The order to expel barbarians (攘夷勅命 or 攘夷実行の勅命, jōi chokumei or jōi jikkō no chokumei) was an edict issued by the Japanese Emperor Kōmei in 1863 against the Westernization of Japan following the opening of the country by Commodore Matthew Perry in 1854.

==The order==
The edict was based on widespread anti-foreign and legitimist sentiment, called the "Revere the Emperor, Expel the Barbarians" movement. Emperor Kōmei personally agreed with such sentiments, and – breaking with centuries of imperial tradition – began to take an active role in matters of state: as opportunities arose, he fulminated against the treaties and attempted to interfere in the shogunal succession. His efforts culminated on March 11, 1863, with his "Order to expel barbarians". A deadline for the expulsion was set two months later to May 11.

==Consequences==
The Tokugawa shogunate had no intention of enforcing the order, and the edict inspired attacks against the shogunate itself as well as against foreigners in Japan. The most famous incident was the firing on foreign shipping in the Shimonoseki Strait off Chōshū Province as soon as the deadline was reached. Masterless samurai (rōnin) rallied to the cause, assassinating shogunate officials and Westerners. The killing of the English trader Charles Lennox Richardson is sometimes considered as a result of this policy. The Tokugawa government was forced to pay an indemnity of a hundred thousand British pounds demanded for Richardson's death.
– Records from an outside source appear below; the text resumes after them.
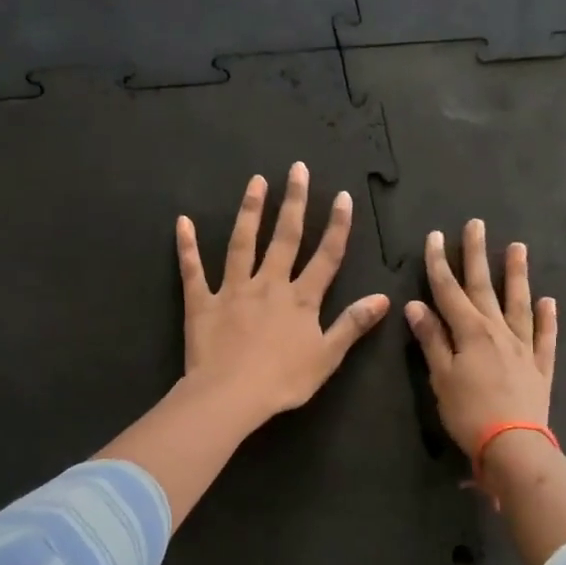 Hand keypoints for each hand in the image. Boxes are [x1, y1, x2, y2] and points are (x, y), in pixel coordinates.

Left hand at [176, 162, 391, 427]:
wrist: (231, 396)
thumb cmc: (283, 381)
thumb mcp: (327, 356)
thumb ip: (352, 324)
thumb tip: (383, 298)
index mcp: (300, 299)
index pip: (325, 256)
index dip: (337, 226)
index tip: (343, 196)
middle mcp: (269, 284)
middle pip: (285, 238)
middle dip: (294, 202)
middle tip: (297, 169)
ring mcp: (233, 290)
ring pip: (242, 244)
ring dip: (250, 211)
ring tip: (256, 182)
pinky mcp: (202, 303)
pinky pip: (193, 271)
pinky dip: (187, 246)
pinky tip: (182, 222)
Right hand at [405, 220, 557, 456]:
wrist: (513, 446)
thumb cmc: (469, 413)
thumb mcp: (440, 377)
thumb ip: (431, 339)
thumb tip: (416, 305)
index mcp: (469, 332)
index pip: (449, 290)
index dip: (439, 263)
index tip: (434, 237)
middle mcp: (498, 331)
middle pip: (484, 287)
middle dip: (476, 255)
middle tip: (476, 224)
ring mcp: (523, 347)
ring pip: (519, 303)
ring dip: (516, 275)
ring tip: (518, 248)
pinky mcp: (540, 367)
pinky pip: (545, 336)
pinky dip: (547, 318)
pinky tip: (548, 301) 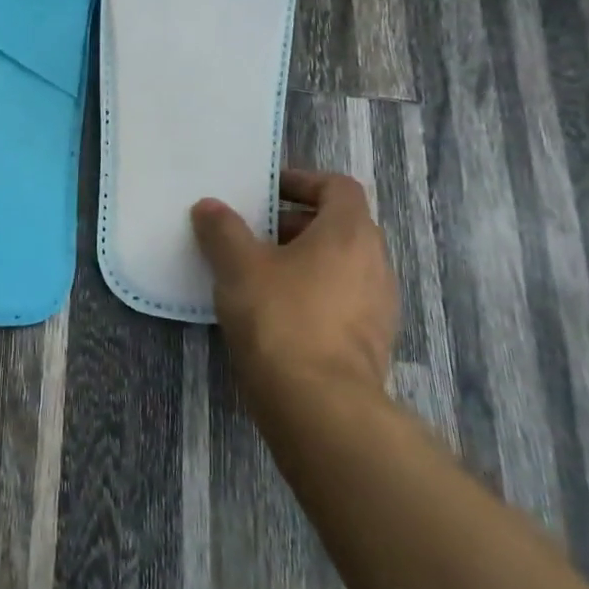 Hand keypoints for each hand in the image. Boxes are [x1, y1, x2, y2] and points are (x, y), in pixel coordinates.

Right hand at [191, 170, 398, 393]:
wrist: (320, 406)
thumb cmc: (280, 318)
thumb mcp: (238, 266)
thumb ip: (222, 230)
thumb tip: (209, 206)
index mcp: (350, 233)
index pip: (337, 187)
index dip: (302, 181)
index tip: (267, 191)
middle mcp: (375, 262)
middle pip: (340, 226)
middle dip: (296, 224)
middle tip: (254, 233)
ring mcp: (380, 305)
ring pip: (342, 265)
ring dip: (305, 261)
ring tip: (260, 274)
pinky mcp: (372, 342)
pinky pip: (343, 300)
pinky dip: (315, 294)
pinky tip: (278, 313) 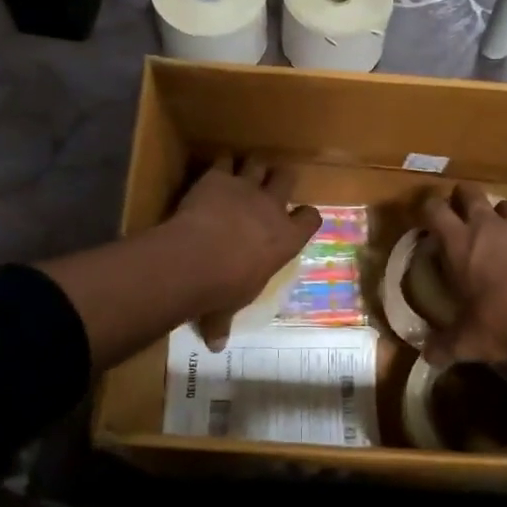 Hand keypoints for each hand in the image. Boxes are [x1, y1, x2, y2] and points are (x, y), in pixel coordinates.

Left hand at [165, 158, 320, 349]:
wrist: (196, 260)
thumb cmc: (223, 289)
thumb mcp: (228, 308)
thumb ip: (223, 321)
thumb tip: (216, 346)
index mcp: (286, 240)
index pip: (310, 219)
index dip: (305, 216)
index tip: (298, 217)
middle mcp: (272, 208)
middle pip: (287, 178)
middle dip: (281, 178)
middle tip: (272, 183)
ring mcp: (245, 188)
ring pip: (258, 162)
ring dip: (252, 165)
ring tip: (244, 170)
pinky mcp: (217, 177)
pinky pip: (223, 160)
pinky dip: (219, 163)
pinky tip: (213, 169)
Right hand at [416, 186, 506, 366]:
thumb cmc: (504, 323)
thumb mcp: (467, 341)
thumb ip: (443, 346)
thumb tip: (427, 357)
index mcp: (459, 243)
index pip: (434, 208)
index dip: (425, 207)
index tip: (422, 216)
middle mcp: (488, 228)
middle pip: (469, 193)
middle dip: (459, 198)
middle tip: (455, 215)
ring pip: (503, 204)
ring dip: (495, 212)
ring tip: (492, 230)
But this turned out to be the zenith of the sonnō jōi movement, since the Western powers responded to Japanese attacks on western shipping with the Bombardment of Shimonoseki. Heavy reparations had earlier been demanded from Satsuma for the murder of Charles Lennox Richardson – the Namamugi Incident. When these were not forthcoming, a squadron of Royal Navy vessels went to the Satsuma port of Kagoshima to coerce the daimyō into paying. Instead, he opened fire on the ships from his shore batteries, and the squadron retaliated. This was later referred to, inaccurately, as the Bombardment of Kagoshima.

These events, however, also served to further weaken the shogunate, which appeared too powerless and compromising in its relations with Western powers. Ultimately the rebel provinces allied and overthrew the shogunate in the Boshin War and the subsequent Meiji Restoration.